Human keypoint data
- - -

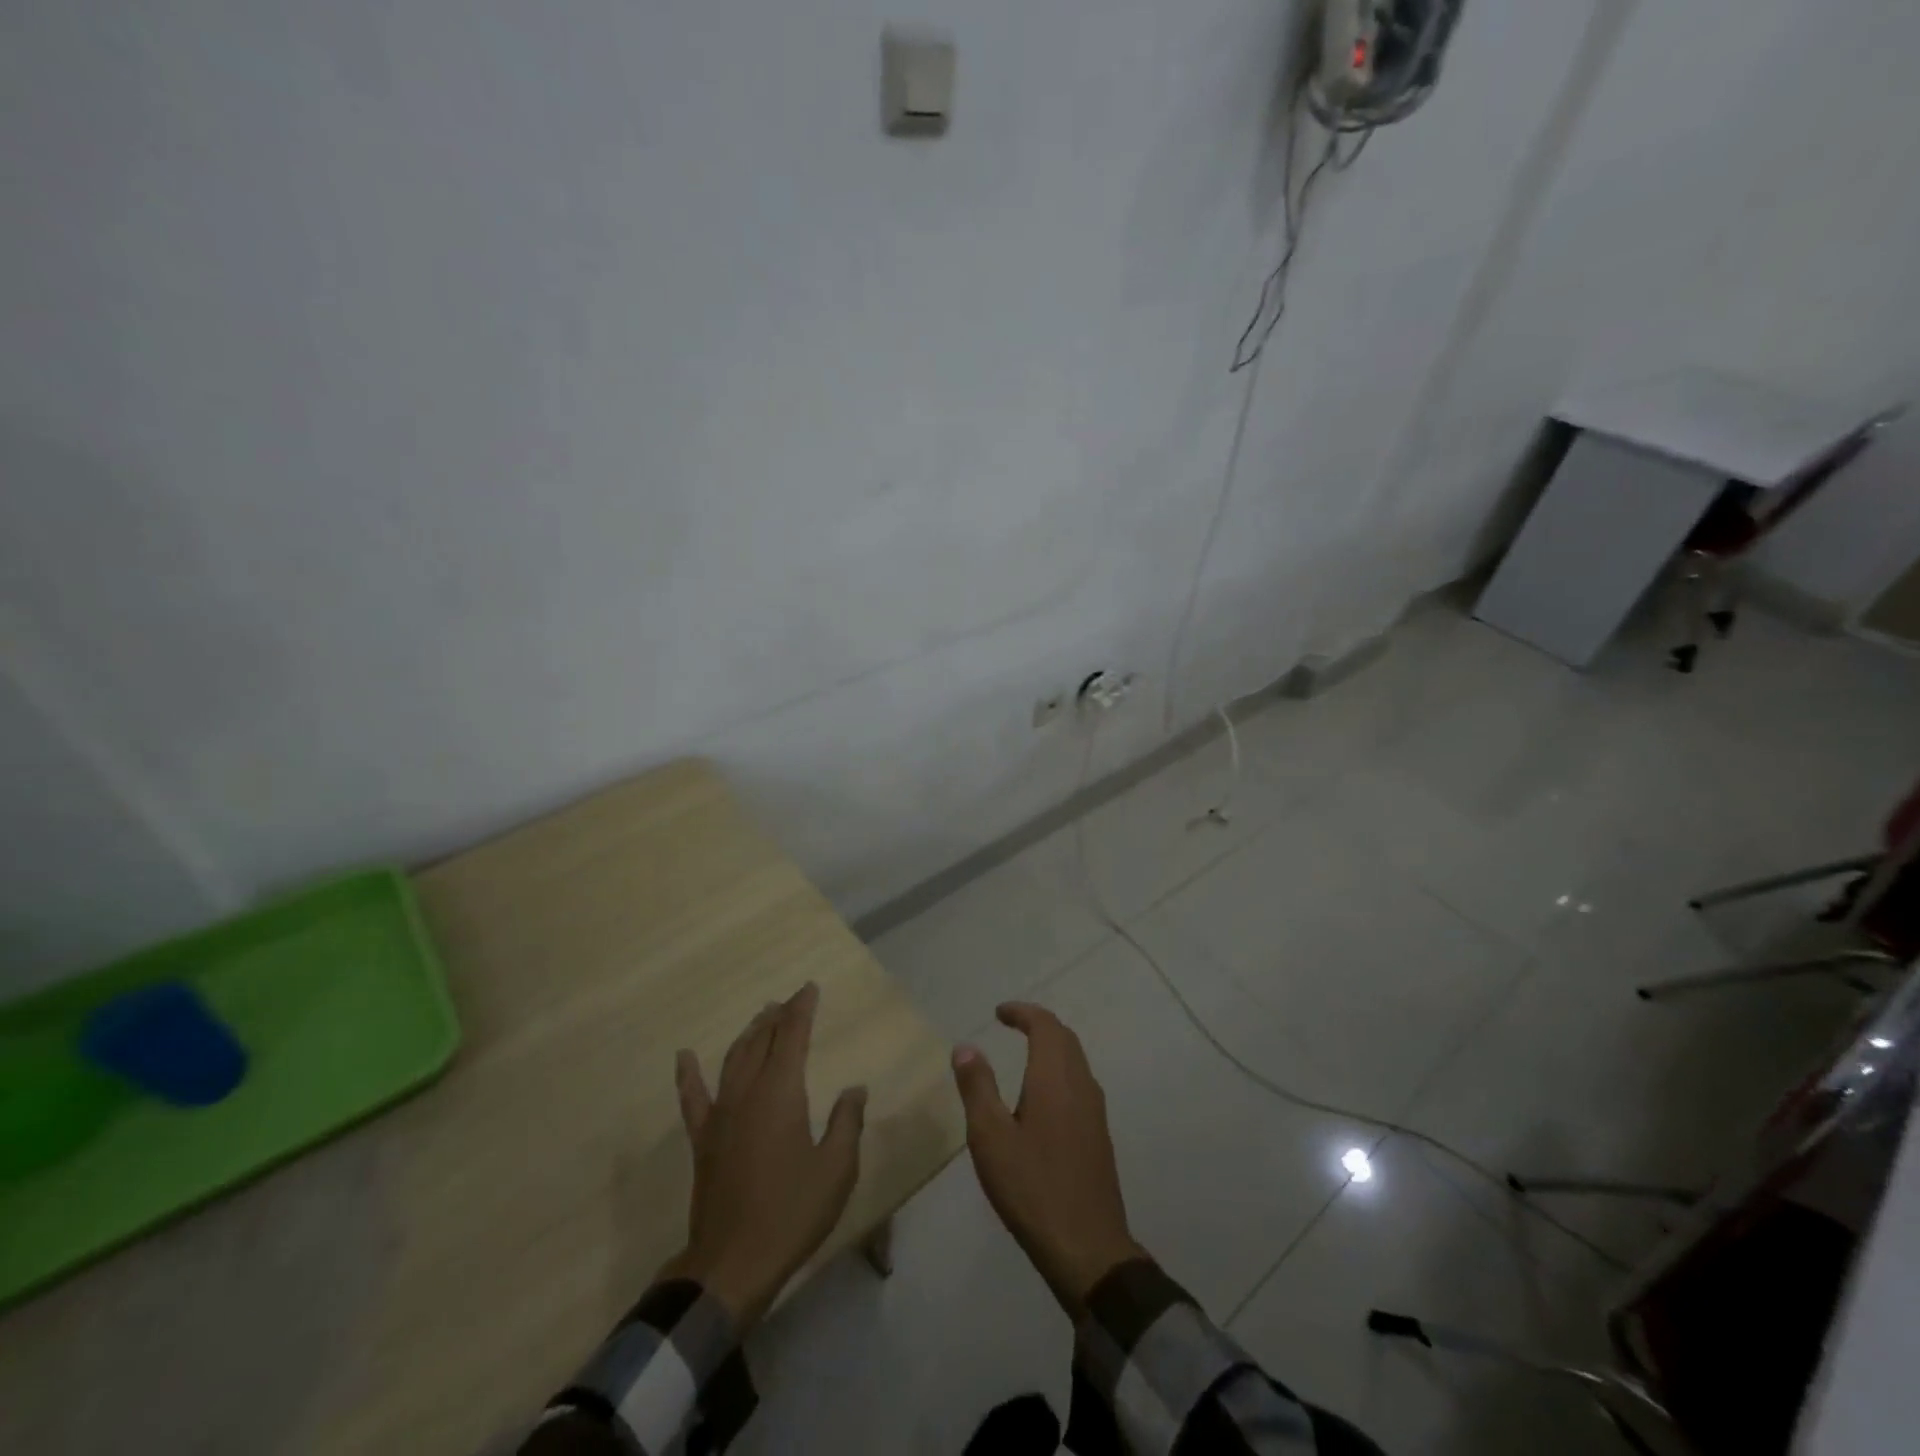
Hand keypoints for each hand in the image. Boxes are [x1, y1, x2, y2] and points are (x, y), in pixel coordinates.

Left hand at [660, 983, 867, 1331]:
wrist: (732, 1265)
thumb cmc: (792, 1213)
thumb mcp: (836, 1170)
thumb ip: (847, 1123)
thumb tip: (854, 1089)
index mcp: (782, 1093)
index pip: (792, 1037)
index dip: (801, 1009)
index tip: (809, 988)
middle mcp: (748, 1093)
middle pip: (761, 1042)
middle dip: (777, 1017)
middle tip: (788, 1000)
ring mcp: (720, 1116)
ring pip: (733, 1060)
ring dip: (748, 1035)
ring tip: (760, 1017)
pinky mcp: (702, 1140)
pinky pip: (692, 1098)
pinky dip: (688, 1075)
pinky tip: (684, 1056)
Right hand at [953, 1003, 1146, 1319]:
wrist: (1088, 1248)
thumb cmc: (1032, 1188)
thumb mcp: (990, 1138)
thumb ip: (978, 1088)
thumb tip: (966, 1047)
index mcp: (1055, 1078)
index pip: (1045, 1025)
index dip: (1023, 1012)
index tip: (999, 1012)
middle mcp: (1081, 1085)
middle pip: (1064, 1038)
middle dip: (1038, 1024)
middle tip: (1011, 1024)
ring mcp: (1095, 1111)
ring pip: (1076, 1060)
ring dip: (1052, 1046)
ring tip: (1025, 1052)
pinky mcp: (1099, 1135)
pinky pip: (1080, 1082)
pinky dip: (1061, 1069)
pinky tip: (1043, 1095)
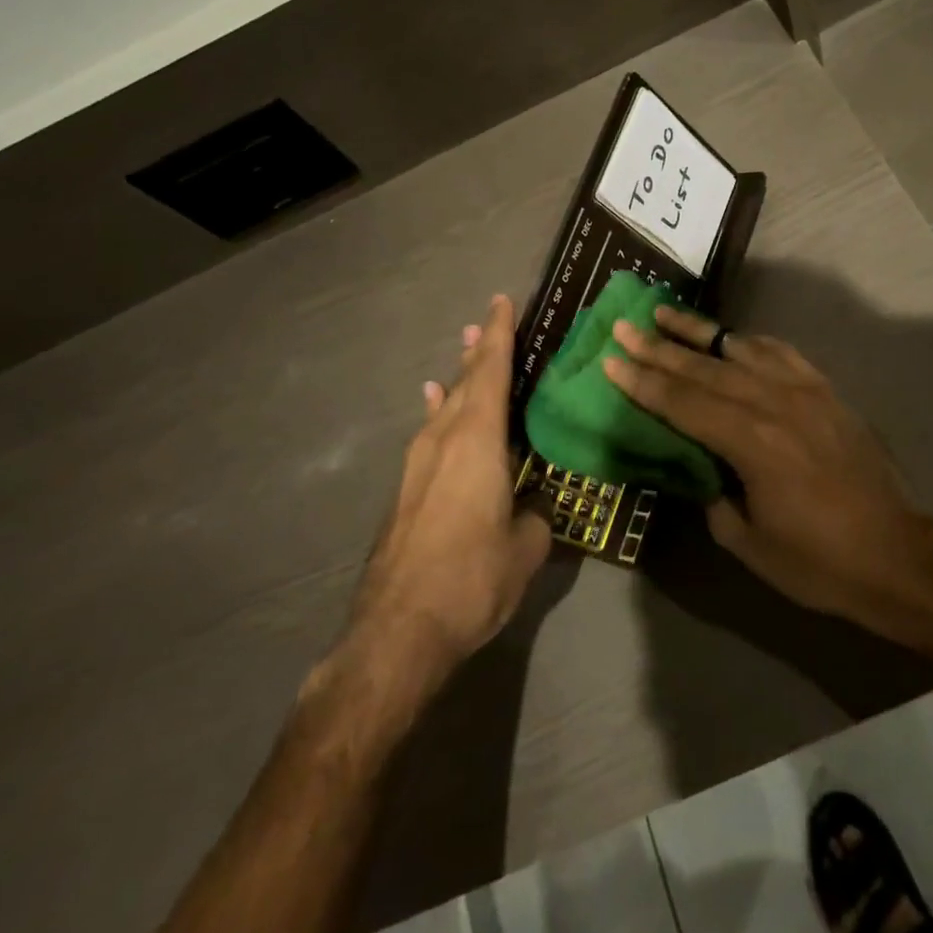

- - -

Which lines of the data contain "thumb"? Copy them all.

thumb cmc: (792, 1213)
thumb mcp: (836, 1170)
thumb ip: (847, 1123)
thumb tip: (854, 1089)
thumb cmc: (1032, 1188)
thumb mcp: (990, 1138)
thumb ip: (978, 1088)
thumb tip: (966, 1047)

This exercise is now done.